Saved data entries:
---
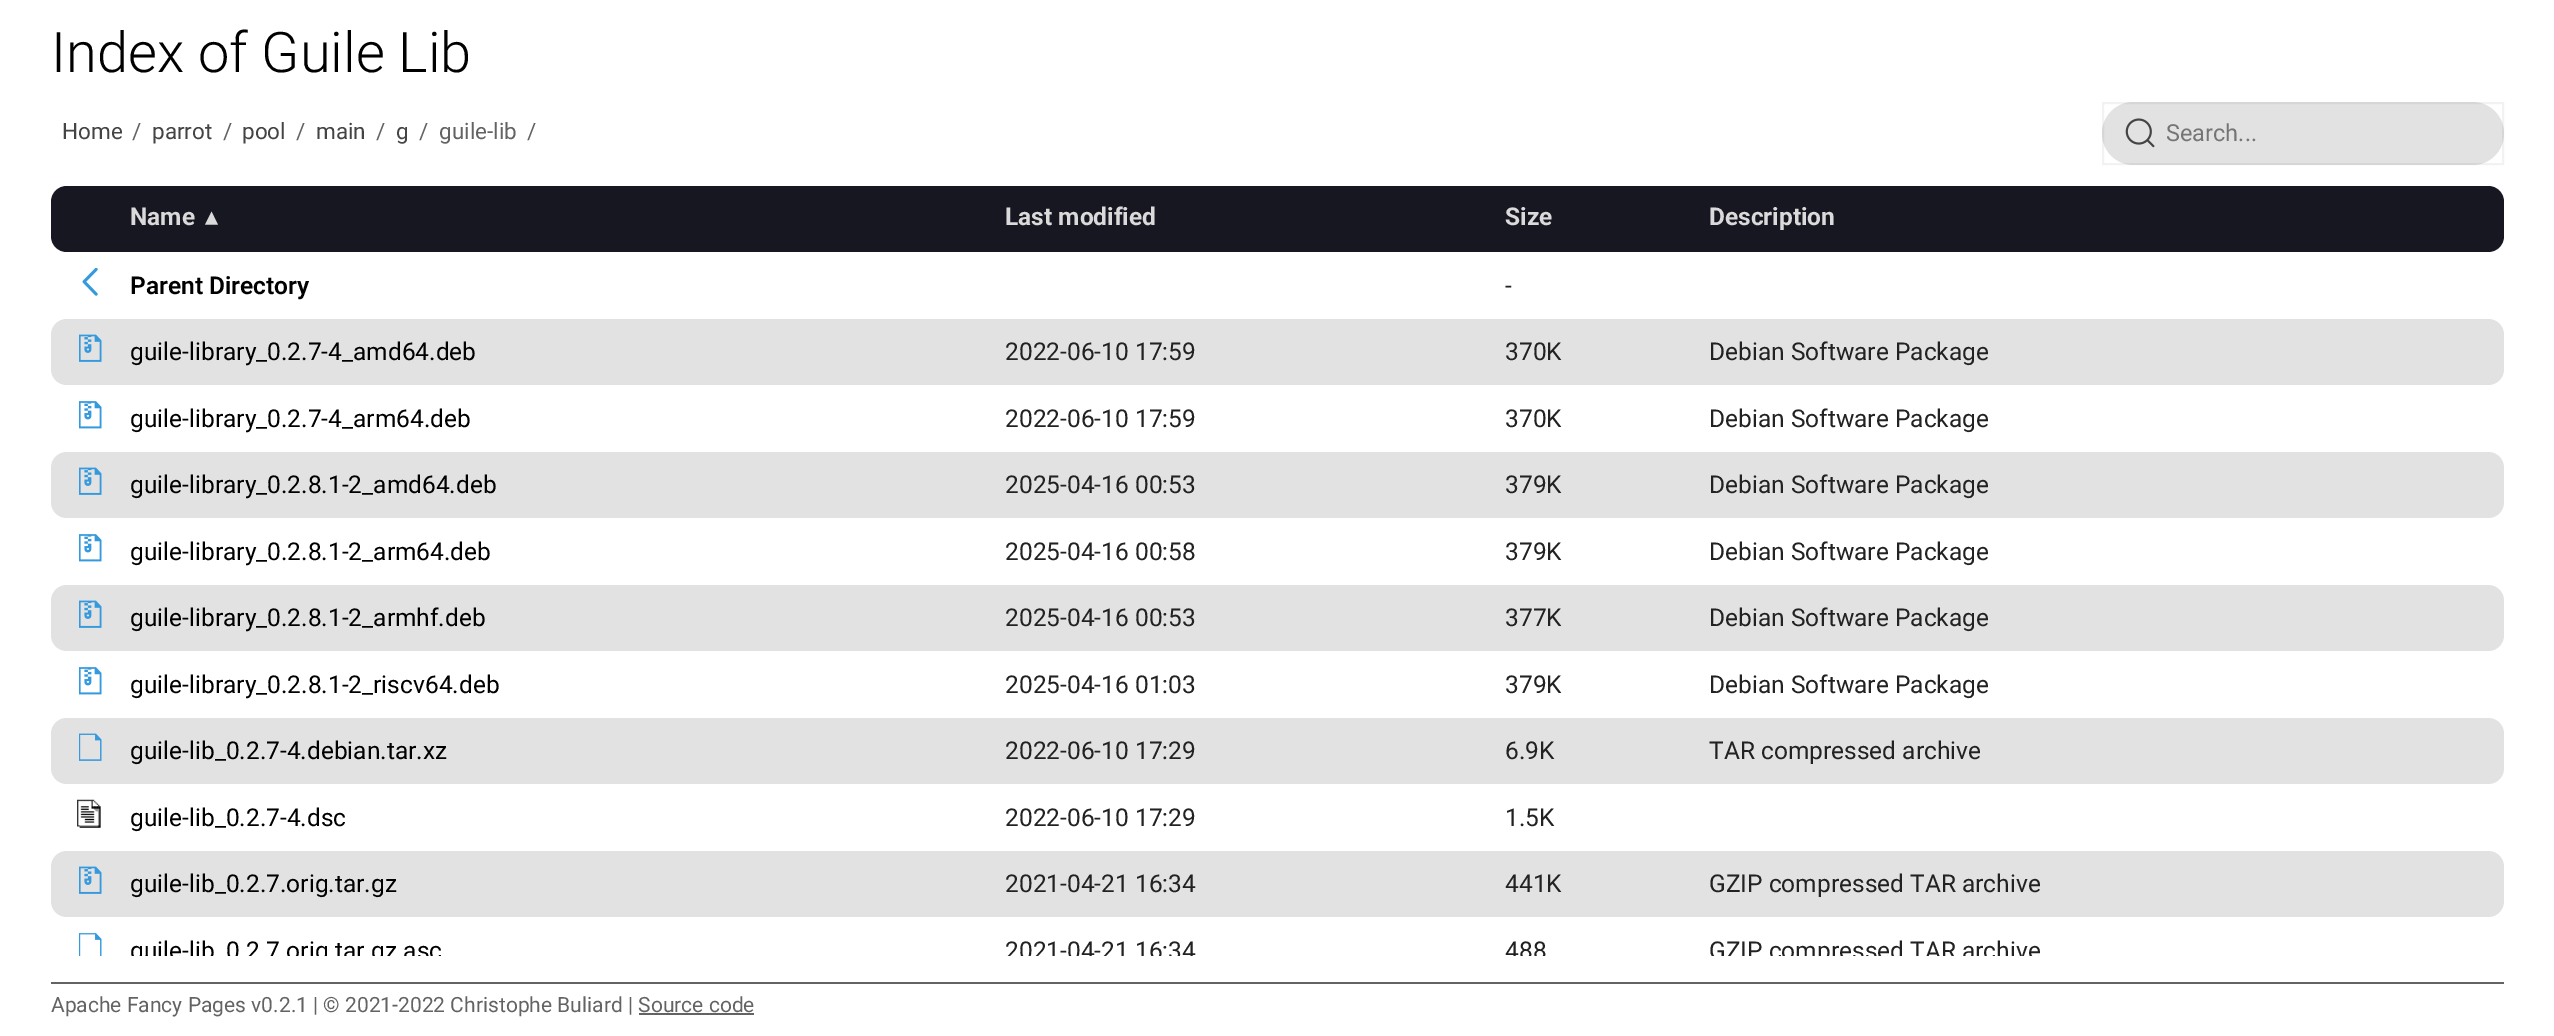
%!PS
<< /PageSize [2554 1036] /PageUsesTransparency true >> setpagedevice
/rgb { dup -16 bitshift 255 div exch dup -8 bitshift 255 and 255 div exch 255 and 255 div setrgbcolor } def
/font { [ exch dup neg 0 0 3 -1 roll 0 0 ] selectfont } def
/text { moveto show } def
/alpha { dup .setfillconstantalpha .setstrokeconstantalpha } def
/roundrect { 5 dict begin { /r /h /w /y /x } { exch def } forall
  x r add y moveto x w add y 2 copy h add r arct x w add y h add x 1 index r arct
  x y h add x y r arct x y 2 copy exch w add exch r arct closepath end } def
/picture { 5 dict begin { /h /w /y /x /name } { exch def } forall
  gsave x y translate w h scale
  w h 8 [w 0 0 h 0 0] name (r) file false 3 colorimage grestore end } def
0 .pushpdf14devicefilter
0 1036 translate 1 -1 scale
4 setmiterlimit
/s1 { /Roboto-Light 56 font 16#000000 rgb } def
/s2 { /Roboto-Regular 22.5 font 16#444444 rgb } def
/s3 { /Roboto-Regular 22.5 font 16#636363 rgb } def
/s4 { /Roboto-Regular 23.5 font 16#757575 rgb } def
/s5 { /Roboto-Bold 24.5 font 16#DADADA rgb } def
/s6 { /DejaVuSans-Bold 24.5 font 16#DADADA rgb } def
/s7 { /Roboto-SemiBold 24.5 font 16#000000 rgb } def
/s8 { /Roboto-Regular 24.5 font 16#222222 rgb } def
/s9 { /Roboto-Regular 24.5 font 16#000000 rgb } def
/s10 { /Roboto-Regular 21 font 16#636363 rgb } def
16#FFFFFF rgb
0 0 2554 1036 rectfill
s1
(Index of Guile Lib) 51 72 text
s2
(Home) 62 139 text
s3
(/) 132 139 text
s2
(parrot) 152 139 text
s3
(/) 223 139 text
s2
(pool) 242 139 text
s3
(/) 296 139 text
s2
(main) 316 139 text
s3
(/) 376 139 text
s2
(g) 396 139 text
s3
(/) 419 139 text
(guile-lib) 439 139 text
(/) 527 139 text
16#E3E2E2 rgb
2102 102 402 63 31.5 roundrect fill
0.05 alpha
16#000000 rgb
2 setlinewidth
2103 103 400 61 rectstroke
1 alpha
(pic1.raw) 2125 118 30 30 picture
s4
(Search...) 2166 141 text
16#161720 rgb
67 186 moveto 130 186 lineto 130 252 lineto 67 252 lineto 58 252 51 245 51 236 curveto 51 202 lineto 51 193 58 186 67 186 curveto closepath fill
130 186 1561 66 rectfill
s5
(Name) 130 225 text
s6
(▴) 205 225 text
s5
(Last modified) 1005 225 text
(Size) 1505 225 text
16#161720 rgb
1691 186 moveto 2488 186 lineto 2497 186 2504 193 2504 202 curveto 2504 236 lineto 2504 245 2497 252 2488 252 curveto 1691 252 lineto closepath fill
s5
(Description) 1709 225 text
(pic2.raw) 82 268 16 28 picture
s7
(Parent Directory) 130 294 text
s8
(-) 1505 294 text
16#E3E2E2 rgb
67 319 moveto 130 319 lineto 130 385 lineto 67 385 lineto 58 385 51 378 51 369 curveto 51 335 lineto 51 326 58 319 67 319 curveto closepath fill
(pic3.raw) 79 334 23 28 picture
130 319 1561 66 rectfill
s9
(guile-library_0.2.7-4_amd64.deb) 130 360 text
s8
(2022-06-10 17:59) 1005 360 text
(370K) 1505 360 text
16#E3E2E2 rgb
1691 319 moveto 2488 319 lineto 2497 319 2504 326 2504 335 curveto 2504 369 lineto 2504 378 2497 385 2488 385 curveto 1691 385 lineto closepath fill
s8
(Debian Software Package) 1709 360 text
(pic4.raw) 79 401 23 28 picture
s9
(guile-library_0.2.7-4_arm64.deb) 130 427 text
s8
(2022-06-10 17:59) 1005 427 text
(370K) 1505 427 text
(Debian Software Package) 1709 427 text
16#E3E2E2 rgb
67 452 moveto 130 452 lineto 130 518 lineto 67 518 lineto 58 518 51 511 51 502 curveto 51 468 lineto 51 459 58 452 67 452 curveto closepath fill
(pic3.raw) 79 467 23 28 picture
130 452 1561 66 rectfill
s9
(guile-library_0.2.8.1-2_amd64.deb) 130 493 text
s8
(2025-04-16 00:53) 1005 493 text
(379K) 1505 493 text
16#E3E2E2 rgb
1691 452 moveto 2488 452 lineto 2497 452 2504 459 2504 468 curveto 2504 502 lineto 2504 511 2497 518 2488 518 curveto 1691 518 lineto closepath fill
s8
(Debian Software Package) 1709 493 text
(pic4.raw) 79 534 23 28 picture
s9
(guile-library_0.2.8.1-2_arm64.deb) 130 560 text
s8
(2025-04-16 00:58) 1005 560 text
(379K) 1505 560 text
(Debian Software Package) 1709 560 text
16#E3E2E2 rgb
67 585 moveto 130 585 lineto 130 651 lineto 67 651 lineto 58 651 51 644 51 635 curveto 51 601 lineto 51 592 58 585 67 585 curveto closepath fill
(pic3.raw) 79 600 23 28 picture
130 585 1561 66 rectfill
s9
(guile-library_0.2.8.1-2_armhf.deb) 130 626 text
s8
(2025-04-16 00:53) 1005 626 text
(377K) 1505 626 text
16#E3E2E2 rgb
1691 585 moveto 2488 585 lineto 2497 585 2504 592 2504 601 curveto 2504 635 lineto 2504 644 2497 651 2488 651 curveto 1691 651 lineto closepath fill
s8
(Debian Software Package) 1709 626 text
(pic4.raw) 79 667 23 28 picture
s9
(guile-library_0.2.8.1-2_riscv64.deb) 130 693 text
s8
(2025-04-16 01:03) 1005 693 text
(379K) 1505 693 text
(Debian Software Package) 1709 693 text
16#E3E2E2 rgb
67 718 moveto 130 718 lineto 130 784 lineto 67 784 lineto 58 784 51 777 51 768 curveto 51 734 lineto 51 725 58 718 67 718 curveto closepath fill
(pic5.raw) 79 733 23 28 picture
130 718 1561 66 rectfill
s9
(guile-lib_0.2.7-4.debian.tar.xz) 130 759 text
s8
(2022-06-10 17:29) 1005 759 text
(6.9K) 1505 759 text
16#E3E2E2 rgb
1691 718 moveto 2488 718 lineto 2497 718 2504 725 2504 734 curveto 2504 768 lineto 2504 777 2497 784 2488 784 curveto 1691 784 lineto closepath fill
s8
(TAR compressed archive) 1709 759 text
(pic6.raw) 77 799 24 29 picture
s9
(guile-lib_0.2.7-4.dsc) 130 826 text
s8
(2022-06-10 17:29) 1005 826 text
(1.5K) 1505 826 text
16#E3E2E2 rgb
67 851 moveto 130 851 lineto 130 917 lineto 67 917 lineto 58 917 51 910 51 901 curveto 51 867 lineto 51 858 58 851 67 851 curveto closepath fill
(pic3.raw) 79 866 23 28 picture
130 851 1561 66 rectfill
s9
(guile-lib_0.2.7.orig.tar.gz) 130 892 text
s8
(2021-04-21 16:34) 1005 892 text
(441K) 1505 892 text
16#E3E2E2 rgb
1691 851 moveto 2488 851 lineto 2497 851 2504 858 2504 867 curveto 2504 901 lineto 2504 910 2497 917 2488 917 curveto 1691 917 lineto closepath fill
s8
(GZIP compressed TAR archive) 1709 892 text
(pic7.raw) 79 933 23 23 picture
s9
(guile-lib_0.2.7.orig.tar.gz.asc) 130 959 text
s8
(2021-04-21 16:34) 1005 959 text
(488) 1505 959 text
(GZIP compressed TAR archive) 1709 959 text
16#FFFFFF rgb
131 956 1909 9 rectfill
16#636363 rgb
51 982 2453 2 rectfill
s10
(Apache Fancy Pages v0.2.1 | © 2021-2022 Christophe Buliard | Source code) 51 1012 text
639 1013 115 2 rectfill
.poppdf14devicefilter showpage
---
All lines above from the one containing "<< /PageSize [2554" to the one containing "x y h add x" must be repeated exactly, both lines included, and no others.

**Result of the exercise**
<< /PageSize [2554 1036] /PageUsesTransparency true >> setpagedevice
/rgb { dup -16 bitshift 255 div exch dup -8 bitshift 255 and 255 div exch 255 and 255 div setrgbcolor } def
/font { [ exch dup neg 0 0 3 -1 roll 0 0 ] selectfont } def
/text { moveto show } def
/alpha { dup .setfillconstantalpha .setstrokeconstantalpha } def
/roundrect { 5 dict begin { /r /h /w /y /x } { exch def } forall
  x r add y moveto x w add y 2 copy h add r arct x w add y h add x 1 index r arct
  x y h add x y r arct x y 2 copy exch w add exch r arct closepath end } def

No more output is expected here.